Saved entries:
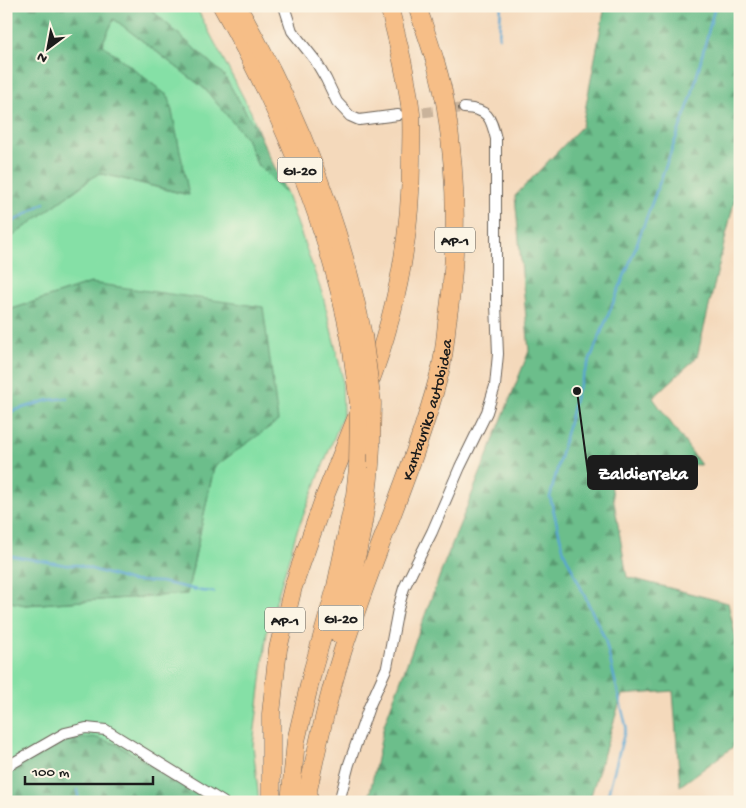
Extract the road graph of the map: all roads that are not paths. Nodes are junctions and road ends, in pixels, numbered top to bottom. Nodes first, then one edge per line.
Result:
1 (222, 6) edge
2 (237, 6) edge
3 (284, 6) edge
4 (389, 6) edge
5 (417, 6) edge
6 (464, 108) tunnel mouth
7 (398, 115) tunnel mouth
8 (357, 340) junction
9 (6, 767) edge
10 (308, 796) edge
11 (223, 802) edge
12 (270, 802) edge
13 (290, 802) edge
14 (339, 802) edge

1 - 8 highway, GI-20
2 - 8 highway, GI-20
3 - 7 street
4 - 12 highway, AP-1
5 - 10 highway, Kantauriko autobidea / AP-1
6 - 14 street
8 - 10 highway, GI-20, bridge
8 - 13 highway, GI-20, bridge
9 - 11 street

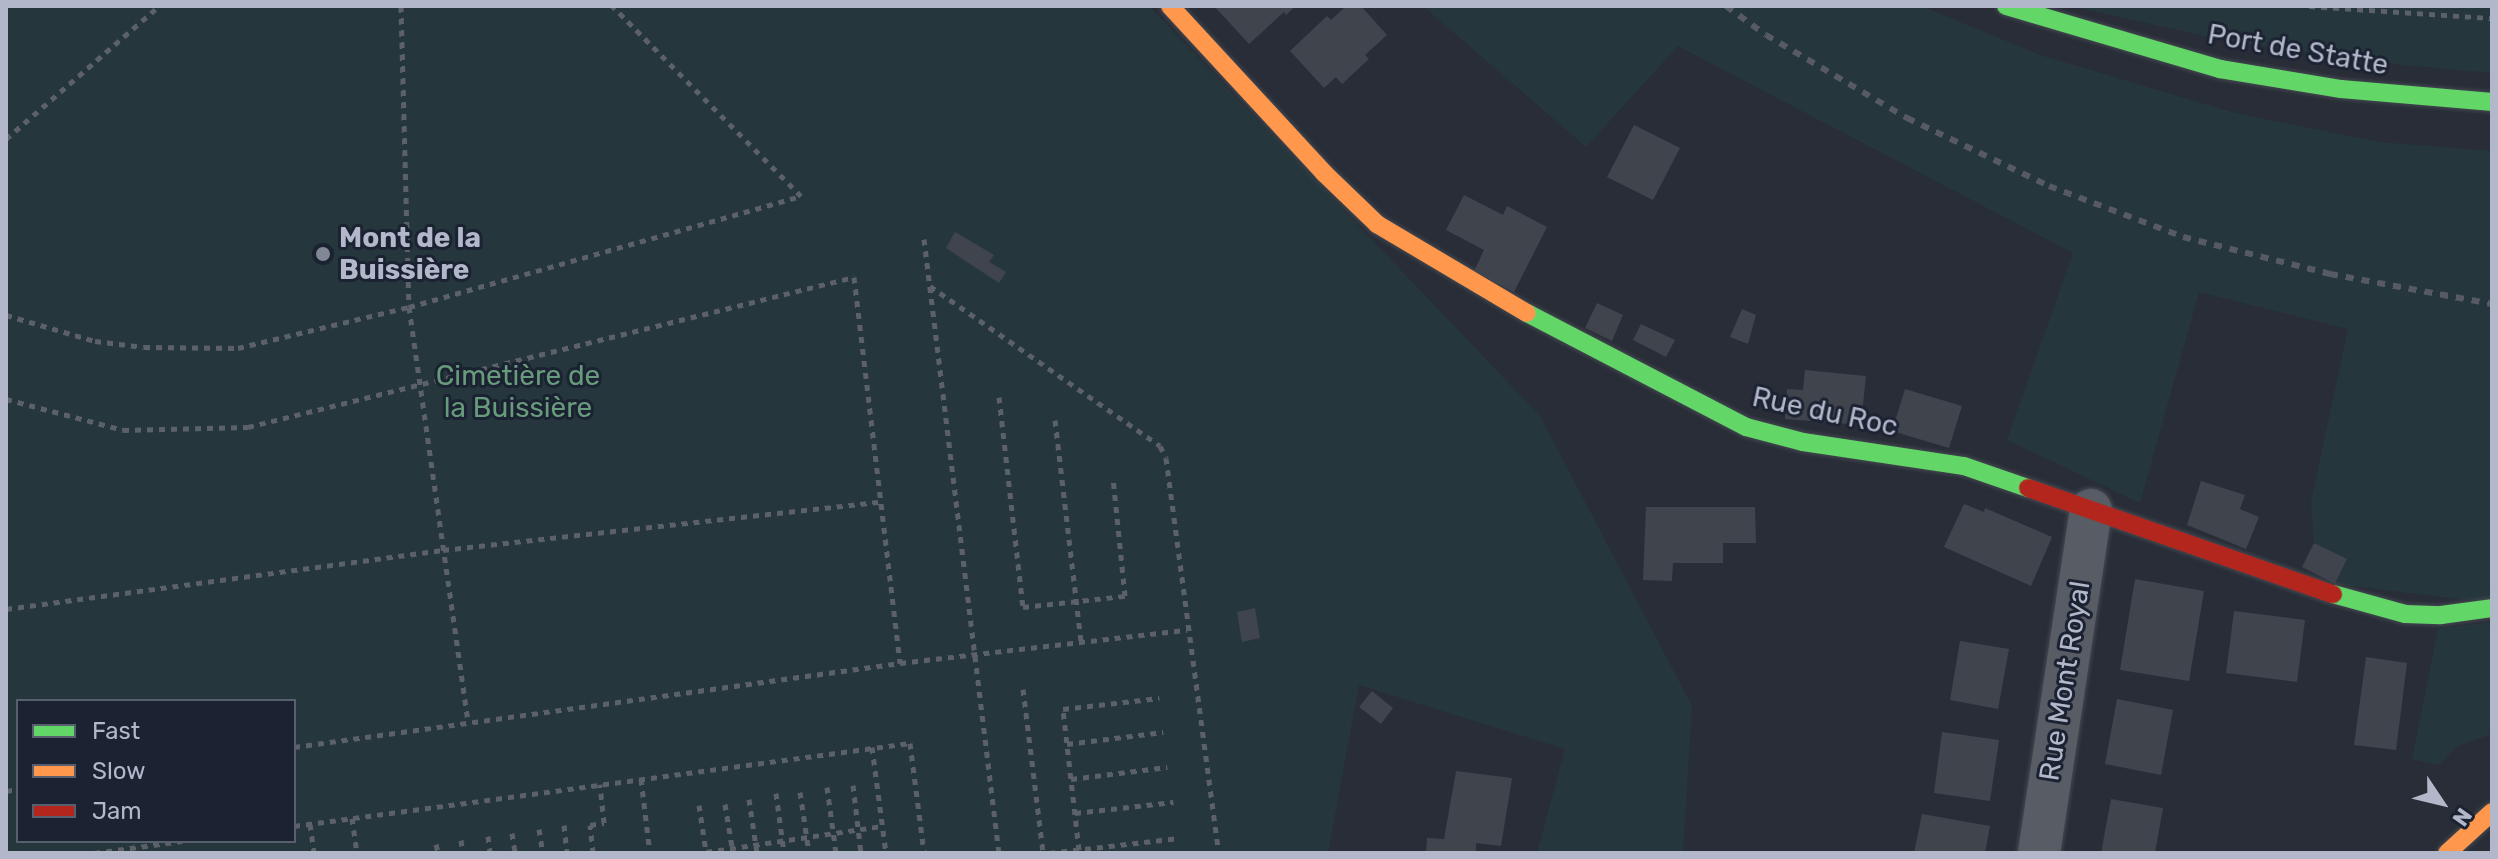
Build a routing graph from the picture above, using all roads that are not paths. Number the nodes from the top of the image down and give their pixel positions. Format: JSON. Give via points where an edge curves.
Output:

**Instructions for the task:** Copy every line where the word "that" is present in the entries above.

**The completed task:**
Extract the road graph of the map: all roads that are not paths. Nodes are junctions and road ends, in pixels, numbered top to bottom. Nodes first, then one edge per line.
Build a routing graph from the picture above, using all roads that are not paths. Number the nodes from the top of the image down and give their pixel positions. Format: JSON. Give via points where an edge curves.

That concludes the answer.